This is a question I ponder often. I genuinely don’t understand this culture of paying women less to do the same job as their male counterparts. It’s 2018 for goodness sake! Yes, yes I know it’s more complex than that, hence this blog post…
The debate flared up again recently when the BBC’s China Editor Carrie Gracie resigned after finding out that her male counterparts were earning a considerable amount more than her – for doing the same job. Carrie was earning £135,000 a year, however the male US editor earns between £200,000 – £249,000 and the male Middle East editor earns between £150,000 – £199,000. Hmm. She was offered a £45,000 pay raise but this would still leave her earning less than them. So she stood her ground and stuck to her principles and resigned. The BBC responded saying, “fairness in pay” was “vital” to the corporation.” Sure sounds like it…
What are the reasons for disparity in pay?
I don’t have the answers (I’m no expert) but my guess would be that many employers pay women less because women go on maternity leave and have families. It’s women (in most cases) who have to drop everything if the nursery/school calls saying their child is ill and needs to be collected. It’s women (again, in most cases) who would assume the role of carer if a family member needed it. That’s why I think women are paid less, because it’s assumed they’ll need time off.
But it’s not just about pay inequality
Pay inequality is an issue but it’s not the only issue. The issue is much bigger than this. Why does our society put less value on women when it comes to business? It’s assumed that many women choose to be in more junior, lower paid or part time roles because they prioritise their family over their career but this is often not the case. As children, there is so much gender stereotyping: boys grow up to be doctors, lawyers and even the President; girls grow up to be secretaries, teachers or nurses.

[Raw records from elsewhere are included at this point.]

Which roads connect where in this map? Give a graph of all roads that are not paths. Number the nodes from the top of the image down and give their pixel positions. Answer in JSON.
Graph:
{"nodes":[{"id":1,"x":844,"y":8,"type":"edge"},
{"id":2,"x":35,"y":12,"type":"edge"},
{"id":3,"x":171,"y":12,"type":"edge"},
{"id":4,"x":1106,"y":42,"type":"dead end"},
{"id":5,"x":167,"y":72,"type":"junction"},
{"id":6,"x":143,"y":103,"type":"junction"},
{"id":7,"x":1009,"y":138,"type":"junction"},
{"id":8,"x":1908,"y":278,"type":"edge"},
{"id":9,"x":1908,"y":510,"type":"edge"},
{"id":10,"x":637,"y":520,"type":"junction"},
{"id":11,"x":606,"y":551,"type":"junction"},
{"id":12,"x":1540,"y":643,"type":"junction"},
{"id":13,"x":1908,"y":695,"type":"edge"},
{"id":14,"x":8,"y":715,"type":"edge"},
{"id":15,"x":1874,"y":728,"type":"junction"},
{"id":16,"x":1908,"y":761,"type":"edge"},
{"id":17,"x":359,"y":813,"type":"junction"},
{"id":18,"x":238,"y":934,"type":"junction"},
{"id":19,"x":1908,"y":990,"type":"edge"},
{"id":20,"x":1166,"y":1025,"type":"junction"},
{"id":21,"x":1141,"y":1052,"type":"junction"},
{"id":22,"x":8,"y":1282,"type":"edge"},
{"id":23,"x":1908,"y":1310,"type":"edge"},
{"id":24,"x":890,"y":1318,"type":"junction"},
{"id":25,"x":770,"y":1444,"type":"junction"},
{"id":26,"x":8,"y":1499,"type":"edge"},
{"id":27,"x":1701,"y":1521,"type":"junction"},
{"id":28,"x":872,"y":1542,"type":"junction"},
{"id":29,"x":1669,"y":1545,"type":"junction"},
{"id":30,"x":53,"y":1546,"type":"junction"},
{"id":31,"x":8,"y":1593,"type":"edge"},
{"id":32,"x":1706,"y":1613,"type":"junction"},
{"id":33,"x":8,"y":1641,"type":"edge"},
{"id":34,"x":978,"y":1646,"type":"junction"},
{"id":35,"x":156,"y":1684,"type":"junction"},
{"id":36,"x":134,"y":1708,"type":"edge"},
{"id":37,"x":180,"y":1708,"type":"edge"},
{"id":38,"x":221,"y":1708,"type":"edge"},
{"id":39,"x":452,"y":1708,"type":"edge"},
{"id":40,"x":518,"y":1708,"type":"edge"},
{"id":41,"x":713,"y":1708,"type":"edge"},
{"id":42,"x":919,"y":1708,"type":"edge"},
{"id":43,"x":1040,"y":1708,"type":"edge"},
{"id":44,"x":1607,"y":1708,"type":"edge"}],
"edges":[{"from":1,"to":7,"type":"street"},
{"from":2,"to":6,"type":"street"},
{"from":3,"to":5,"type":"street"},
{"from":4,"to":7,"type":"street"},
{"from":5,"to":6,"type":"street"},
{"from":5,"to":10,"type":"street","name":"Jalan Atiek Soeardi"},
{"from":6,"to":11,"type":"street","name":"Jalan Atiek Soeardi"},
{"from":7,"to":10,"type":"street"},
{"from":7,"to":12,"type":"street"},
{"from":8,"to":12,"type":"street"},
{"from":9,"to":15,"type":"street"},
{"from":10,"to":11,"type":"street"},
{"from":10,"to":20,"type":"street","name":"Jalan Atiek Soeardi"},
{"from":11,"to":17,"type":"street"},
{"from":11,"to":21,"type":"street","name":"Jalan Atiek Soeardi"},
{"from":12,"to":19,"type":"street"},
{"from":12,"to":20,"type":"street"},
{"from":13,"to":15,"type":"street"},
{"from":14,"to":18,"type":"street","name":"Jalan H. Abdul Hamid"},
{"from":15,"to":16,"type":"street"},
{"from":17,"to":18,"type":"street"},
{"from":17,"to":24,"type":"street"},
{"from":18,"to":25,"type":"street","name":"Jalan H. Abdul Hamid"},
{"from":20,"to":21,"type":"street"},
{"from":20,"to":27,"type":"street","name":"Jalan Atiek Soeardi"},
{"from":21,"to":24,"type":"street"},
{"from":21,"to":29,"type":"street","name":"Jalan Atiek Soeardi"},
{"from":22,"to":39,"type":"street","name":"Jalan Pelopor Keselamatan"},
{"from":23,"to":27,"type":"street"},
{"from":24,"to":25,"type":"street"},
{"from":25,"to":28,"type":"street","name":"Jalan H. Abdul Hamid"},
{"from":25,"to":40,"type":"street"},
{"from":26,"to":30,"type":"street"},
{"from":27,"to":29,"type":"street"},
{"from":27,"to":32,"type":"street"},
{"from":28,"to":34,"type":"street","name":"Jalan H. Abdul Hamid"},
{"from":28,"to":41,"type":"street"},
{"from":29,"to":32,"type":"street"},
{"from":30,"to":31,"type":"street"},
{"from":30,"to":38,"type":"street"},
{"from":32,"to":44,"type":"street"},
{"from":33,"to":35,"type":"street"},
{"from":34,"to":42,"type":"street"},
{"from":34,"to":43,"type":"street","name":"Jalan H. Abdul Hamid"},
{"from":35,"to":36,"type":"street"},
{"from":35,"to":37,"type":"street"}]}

From a young age we’re conditioning girls to think they can’t be the CEO of a FTSE 100 company. They can’t be a neurosurgeon. They can’t be President. They can’t be a mother AND be successful.

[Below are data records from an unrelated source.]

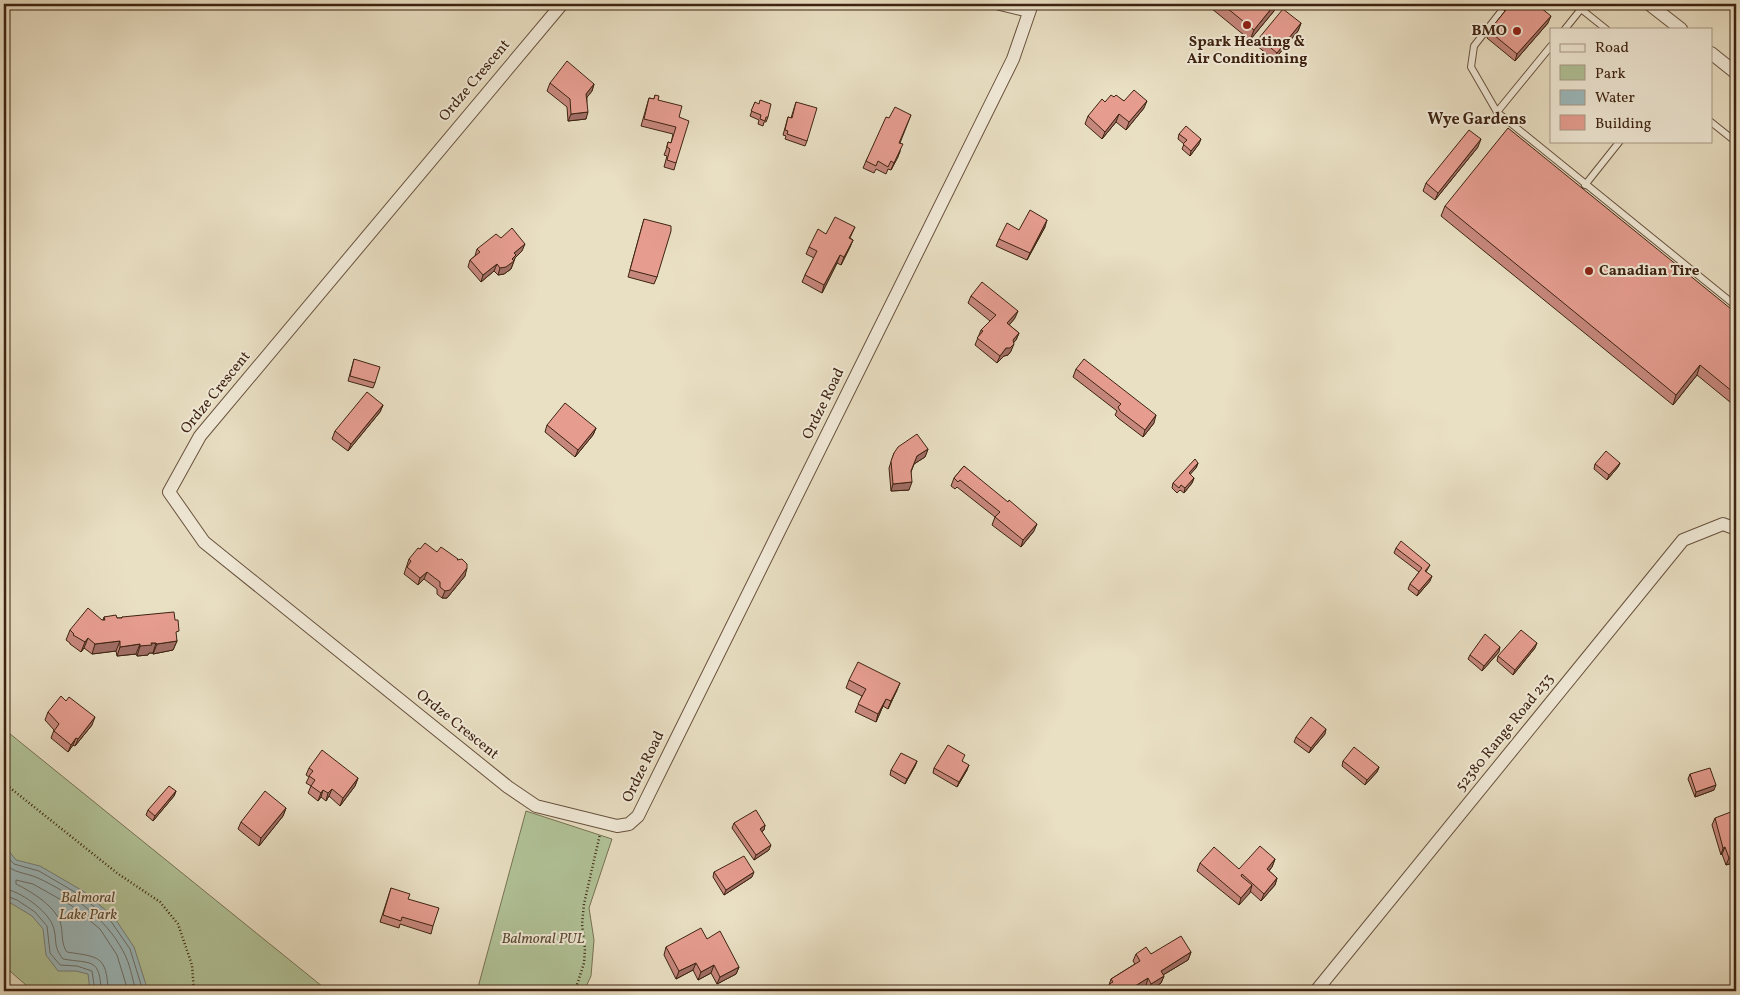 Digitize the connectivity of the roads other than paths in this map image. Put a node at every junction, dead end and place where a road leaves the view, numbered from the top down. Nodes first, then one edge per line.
1 (562, 4) edge
2 (1000, 4) edge
3 (1574, 4) edge
4 (1650, 4) edge
5 (1030, 8) edge
6 (1504, 9) edge
7 (1581, 10) junction
8 (1566, 28) edge
9 (1605, 28) edge
10 (1680, 28) edge
11 (1550, 47) edge
12 (1712, 54) edge
13 (1736, 73) edge
14 (1497, 112) junction
15 (1712, 123) edge
16 (1619, 142) edge
17 (1736, 142) edge
18 (1585, 185) junction
19 (1736, 306) edge
20 (1736, 530) edge
21 (638, 816) joint
22 (1316, 991) edge

1 - 21 street, Ordze Crescent
2 - 5 street
3 - 7 lane
4 - 10 street
5 - 21 street, Ordze Road
6 - 14 lane
7 - 8 lane
7 - 9 lane
11 - 14 lane
12 - 13 street
14 - 18 lane
15 - 17 lane
16 - 18 lane
18 - 19 lane
20 - 22 street, 52380 Range Road 233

Yes, more and more women are ‘breaking the glass ceiling’ but there aren’t enough of them in the public eye.
So, what can you do about it?
- Know your rights – the Equal Pay Act of 1970 (which was updated in 2010) gives both women and men the right to equal pay for equal work. Therefore, it is illegal to be paid less than a colleague who does the same work as you.
- Understand the gender pay gap – whilst it’s illegal to pay someone less than a colleague who is doing the same work, based on gender, it’s not illegal to have a gender gap between average pay. How it’s calculated is by taking all men’s salaries in a business and all women’s salaries and then calculating the difference between them as a percentage, which is then the gender pay gap. The ONS reported in October 2017 that the gender pay gap is 9.1%, meaning on average, men earn 9.1% more than women. As most CEO and senior leaderships roles are taken up by men (which have high salaries) and more of the entry level or lower roles are fulfilled by women or part-time roles fulfilled by women, the gender pay gap seems to be justified by businesses. But that’s not a justification. It’s a systemic, societal problem.
- Call out gender stereotyping – When you see brands advertising gender stereotyped products, call them out! The more we complain publicly and cause a ‘fuss’, the more we make others conscious of the message this is sending to our children. Collectively we can get brands to stop perpetuating harmful stereotypes.
— Miranda Williams (@M_Williams07) August 6, 2017
- Join the Women’s Equality Party – if you really want to campaign against inequality and make a difference, join the Women’s Equality Party. Men are most welcome too.
- Be your own boss – now this one is a bit left-field (and won’t be for everyone) but if you want to be in charge of your time and what you earn, be your own boss. I went freelance just over two years ago and I’ve earned almost 50% more each year than when I was in full time employment. Plus, I have flexibility. If you’re considering it, here are my ten top tips for going freelance.
Inequality (in all areas) is everyone’s problem. Together, we can make a difference.